Monster an der Notre-Dame
Scheinbar bereit, jemanden anzuspringen: Ein kleines Monster an der Notre-Dame in Paris. Bild: istock

Das Eine vom Anderen abgrenzen

Sie sind also mitten unter uns. Die Monster streunen durch Kino-Blockbuster wie «Harry Potter», «Shrek» und «Lord of the Rings». Äugen durch unsere Strassen wie die grotesken Wasserspeier am Berner Münster, fauchen vom Familienwappen. Michael Toggweiler nähert sich den Gründen für die Jahrhunderte überdauernde Omnipräsenz dieser zunächst unmenschlich erscheinenden Wesen, welche von der Wissenschaft längst als inexistent erklärt wurden. «Monster sind zwar Hirngespinste», meint Toggweiler, «aber gleichzeitig sind sie auch wichtig, nämlich dann, wenn sie als mythische Zeichen dem Verständnis von Welt und uns selbst dienen». Der Sozialanthropologe geht davon aus, dass in einem Denksystem bestimmte Faktoren einander bedingen, um «das Eine von dem Anderen» abzugrenzen.

Hinter dem Horizont wirds gefährlich

«Identität schaffen durch die Inszenierung von Alterität», fasst Toggweiler zusammen, und fügt ein Bild an: Das gesellschaftliche Leben spielt sich innerhalb eines gewissen Horizontes ab. An dieser Grenze stehen Vorstellungen oder Phantasien, die nicht mit Konventionen einhergehen, wo möglicherweise Tabus gebrochen werden. «Und genau an dieser Stelle stehen die Monster – in unzähligen Überlieferungen vieler Gesellschaften – als Mahnmal und gleichzeitig Verlockung, die sagen: Ab hier ist vieles möglich, ab hier gelten andere Regeln», so Toggweiler. Aber Vorsicht: Mit dem Überschreiten der Grenzen ist mit Konsequenzen zu rechnen: «In den mittelalterlichen Reiseberichten, aber auch in den neuen Science-Fiction-Filmen, werden die Grenzüberschreitenden oft verschlungen oder sie verwandeln sich selber in ein Monster.»

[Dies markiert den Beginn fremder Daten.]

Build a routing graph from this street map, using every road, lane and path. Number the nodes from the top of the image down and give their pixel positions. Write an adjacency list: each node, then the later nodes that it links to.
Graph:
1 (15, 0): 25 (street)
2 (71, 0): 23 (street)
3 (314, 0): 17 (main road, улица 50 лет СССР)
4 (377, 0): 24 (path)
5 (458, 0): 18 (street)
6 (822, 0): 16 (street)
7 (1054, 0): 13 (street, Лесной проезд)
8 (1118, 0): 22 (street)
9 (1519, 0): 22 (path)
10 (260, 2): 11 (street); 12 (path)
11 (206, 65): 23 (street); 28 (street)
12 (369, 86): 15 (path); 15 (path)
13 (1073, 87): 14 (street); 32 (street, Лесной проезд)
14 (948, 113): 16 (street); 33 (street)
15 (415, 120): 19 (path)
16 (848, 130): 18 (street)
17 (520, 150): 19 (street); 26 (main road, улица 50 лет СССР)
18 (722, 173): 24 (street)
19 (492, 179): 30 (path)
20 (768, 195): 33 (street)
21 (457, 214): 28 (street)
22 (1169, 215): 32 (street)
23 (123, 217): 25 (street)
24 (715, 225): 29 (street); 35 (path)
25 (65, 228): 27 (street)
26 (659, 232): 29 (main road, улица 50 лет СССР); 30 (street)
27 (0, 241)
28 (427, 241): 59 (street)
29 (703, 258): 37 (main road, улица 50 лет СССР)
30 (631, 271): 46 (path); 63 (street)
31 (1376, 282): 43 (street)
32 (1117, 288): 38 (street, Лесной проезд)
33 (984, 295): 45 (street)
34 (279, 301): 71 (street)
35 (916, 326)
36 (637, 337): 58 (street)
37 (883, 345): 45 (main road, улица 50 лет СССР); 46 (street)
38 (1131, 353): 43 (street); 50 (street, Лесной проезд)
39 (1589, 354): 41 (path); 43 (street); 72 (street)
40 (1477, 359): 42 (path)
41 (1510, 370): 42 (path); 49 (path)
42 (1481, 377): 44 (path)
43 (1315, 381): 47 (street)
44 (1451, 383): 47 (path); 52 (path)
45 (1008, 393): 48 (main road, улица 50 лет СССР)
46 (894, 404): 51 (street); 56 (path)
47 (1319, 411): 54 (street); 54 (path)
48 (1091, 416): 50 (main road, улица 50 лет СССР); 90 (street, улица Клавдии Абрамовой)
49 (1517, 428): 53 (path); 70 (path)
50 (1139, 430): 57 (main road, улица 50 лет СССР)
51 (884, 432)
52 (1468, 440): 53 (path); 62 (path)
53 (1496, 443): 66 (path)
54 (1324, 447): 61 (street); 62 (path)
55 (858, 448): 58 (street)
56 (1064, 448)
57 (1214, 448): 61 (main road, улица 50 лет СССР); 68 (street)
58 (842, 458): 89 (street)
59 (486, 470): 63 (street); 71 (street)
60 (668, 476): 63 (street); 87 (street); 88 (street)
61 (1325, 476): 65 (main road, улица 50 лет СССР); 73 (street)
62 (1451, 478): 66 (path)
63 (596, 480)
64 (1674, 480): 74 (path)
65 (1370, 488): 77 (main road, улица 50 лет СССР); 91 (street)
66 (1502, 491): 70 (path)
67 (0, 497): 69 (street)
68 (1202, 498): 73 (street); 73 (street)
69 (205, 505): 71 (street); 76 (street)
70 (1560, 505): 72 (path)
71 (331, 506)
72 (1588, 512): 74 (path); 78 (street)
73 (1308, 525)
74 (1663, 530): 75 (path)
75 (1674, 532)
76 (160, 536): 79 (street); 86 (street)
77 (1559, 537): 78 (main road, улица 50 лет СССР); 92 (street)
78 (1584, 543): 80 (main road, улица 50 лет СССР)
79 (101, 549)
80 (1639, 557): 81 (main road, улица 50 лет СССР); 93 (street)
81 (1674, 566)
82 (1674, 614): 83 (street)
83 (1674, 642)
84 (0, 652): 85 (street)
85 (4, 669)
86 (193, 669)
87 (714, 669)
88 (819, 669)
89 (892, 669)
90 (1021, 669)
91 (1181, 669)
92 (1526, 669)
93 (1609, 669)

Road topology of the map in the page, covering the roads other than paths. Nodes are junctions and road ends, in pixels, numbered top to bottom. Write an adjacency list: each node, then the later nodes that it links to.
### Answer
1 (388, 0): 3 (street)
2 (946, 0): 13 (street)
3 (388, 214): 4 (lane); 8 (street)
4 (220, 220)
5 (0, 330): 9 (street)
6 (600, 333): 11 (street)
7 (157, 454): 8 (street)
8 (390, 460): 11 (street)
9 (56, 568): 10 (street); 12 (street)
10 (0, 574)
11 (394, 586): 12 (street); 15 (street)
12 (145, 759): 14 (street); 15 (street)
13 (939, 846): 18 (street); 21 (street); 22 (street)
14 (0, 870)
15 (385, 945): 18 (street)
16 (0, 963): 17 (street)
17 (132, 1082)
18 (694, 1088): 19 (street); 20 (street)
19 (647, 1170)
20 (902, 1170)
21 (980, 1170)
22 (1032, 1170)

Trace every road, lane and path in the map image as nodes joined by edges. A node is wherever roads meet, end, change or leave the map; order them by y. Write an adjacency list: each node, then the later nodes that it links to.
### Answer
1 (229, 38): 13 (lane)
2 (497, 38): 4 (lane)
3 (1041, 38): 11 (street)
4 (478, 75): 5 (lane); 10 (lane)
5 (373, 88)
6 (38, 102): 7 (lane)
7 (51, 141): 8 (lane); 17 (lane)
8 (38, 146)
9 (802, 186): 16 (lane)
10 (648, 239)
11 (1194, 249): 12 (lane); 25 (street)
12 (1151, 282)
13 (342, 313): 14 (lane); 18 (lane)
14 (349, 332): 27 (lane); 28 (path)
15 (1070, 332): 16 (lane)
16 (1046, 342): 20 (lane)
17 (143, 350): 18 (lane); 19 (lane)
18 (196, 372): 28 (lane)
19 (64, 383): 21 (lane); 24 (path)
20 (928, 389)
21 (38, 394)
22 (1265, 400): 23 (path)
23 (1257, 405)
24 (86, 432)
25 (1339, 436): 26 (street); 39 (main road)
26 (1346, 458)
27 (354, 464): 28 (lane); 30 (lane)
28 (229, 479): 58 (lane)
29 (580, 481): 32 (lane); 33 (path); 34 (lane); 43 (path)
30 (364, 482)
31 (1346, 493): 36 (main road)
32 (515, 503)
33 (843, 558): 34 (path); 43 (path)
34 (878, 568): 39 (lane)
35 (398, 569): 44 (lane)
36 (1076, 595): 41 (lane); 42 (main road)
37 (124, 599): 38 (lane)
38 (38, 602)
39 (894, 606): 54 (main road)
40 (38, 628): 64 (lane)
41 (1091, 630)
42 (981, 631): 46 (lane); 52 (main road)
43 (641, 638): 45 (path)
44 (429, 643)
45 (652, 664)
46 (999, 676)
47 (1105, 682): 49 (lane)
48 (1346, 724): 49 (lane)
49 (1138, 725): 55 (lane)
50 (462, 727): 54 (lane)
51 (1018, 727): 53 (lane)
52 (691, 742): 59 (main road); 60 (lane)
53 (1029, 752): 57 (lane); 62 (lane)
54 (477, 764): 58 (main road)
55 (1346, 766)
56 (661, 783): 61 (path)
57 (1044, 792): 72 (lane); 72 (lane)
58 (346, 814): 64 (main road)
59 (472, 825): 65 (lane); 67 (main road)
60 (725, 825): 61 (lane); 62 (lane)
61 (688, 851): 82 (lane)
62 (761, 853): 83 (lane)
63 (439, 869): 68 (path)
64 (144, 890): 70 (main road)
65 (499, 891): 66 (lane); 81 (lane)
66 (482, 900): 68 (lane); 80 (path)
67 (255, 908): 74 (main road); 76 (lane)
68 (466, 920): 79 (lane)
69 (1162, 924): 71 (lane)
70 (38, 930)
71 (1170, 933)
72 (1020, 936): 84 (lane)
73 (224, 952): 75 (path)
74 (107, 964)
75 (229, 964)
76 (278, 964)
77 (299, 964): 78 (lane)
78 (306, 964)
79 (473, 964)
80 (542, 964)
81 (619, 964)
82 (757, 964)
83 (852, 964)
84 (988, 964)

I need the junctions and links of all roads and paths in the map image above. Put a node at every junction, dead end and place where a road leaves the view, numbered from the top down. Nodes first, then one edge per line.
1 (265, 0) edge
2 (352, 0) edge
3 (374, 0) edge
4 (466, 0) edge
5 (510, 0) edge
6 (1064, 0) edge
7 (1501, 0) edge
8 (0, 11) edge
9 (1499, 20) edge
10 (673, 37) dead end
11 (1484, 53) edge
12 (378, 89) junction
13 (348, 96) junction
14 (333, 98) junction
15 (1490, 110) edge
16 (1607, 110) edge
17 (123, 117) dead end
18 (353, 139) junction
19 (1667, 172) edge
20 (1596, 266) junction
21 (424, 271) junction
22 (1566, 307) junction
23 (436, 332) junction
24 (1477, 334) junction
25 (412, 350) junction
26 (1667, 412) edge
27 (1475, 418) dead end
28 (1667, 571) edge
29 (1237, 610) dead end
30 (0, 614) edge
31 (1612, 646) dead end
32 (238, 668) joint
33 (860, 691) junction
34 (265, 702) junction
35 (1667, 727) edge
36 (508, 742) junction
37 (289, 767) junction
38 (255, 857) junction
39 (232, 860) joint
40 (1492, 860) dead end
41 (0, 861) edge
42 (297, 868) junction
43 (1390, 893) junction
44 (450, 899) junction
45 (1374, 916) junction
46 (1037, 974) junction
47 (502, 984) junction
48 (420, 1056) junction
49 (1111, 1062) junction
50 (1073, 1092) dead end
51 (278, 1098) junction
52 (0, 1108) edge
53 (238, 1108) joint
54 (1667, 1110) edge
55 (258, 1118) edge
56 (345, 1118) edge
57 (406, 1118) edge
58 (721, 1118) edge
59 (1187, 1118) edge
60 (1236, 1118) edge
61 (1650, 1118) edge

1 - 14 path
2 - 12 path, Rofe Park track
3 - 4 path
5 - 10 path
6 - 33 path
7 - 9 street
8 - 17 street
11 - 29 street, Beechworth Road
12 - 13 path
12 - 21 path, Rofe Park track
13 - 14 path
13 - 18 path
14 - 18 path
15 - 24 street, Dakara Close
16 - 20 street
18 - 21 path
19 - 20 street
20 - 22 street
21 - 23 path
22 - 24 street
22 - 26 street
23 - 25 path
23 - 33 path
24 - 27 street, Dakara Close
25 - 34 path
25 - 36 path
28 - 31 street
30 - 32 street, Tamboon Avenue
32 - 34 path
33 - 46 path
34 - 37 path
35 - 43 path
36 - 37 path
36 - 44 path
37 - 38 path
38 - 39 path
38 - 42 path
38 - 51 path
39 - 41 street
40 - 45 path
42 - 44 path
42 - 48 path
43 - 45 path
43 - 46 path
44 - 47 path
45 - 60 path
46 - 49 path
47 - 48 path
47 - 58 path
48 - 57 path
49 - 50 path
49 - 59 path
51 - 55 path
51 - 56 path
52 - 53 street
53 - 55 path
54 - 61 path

Sozialanthropologe Toggweiler ist – mit einem Seitenblick zur Psychologie – sicher: «Monster lassen uns bewusst werden, wer wir sind, weil wir uns durch ihr Bild von dem distanzieren können, was wir nicht sind, nicht sein wollen oder aber insgeheim vielleicht sein möchten.» Nach einer Karnevalsnacht im Monsterkostüm wisse so manch einer am nächsten Tag wieder besser, wer er sei.

Monster von Loch Ness
Ein modernes Monster: Das Ungeheuer von Loch Ness. Bild: istock

Man nehme einen Affen und mache ihn grösser

Die Monster sind denn auch mit uns durch die Zeit gewandert. Und sie haben ihre (Un-)Form behalten. «Als Ausgangspunkt für die Monsterdarstellungen dient nach wie vor der menschliche und der tierische Körper», so Michael Toggweiler. Wiederum naheliegend für den Forscher: «Der Mensch geht immer von sich und seinem Umfeld aus, also schafft er seine Monster aus bekannten Attributen, vermischt sie oder verkleinert und vergrössert sie.» Daraus entstanden sind etwa King Kong oder die hässlichen Orks in «Lord of the Rings». Die Grenzen zwischen Mensch und Unwesen können aber auch diffus werden, denn Monster können sich maskieren wie der Wolf im Schafspelz. Und schlimmstenfalls lauern sie im Menschen selber: «Mit dieser Angst spielt zum Beispiel der Science-Fiction-Film ‹Alien›, in welchem eine Frau einem Alien-Baby als Wirtin dient», so Toggweiler.

Und «Loch Ness»?

Was meint der Sozialanthropologe zu neuen, vielleicht gar «echten»  Monsterwesen wie Nessie und Yeti? «Für uns ist es unwichtig, ob sie effektiv existieren, das mögen die Zoologen untersuchen. Spannend ist, dass die heutigen Menschen diese Wesen immer noch inszenieren.»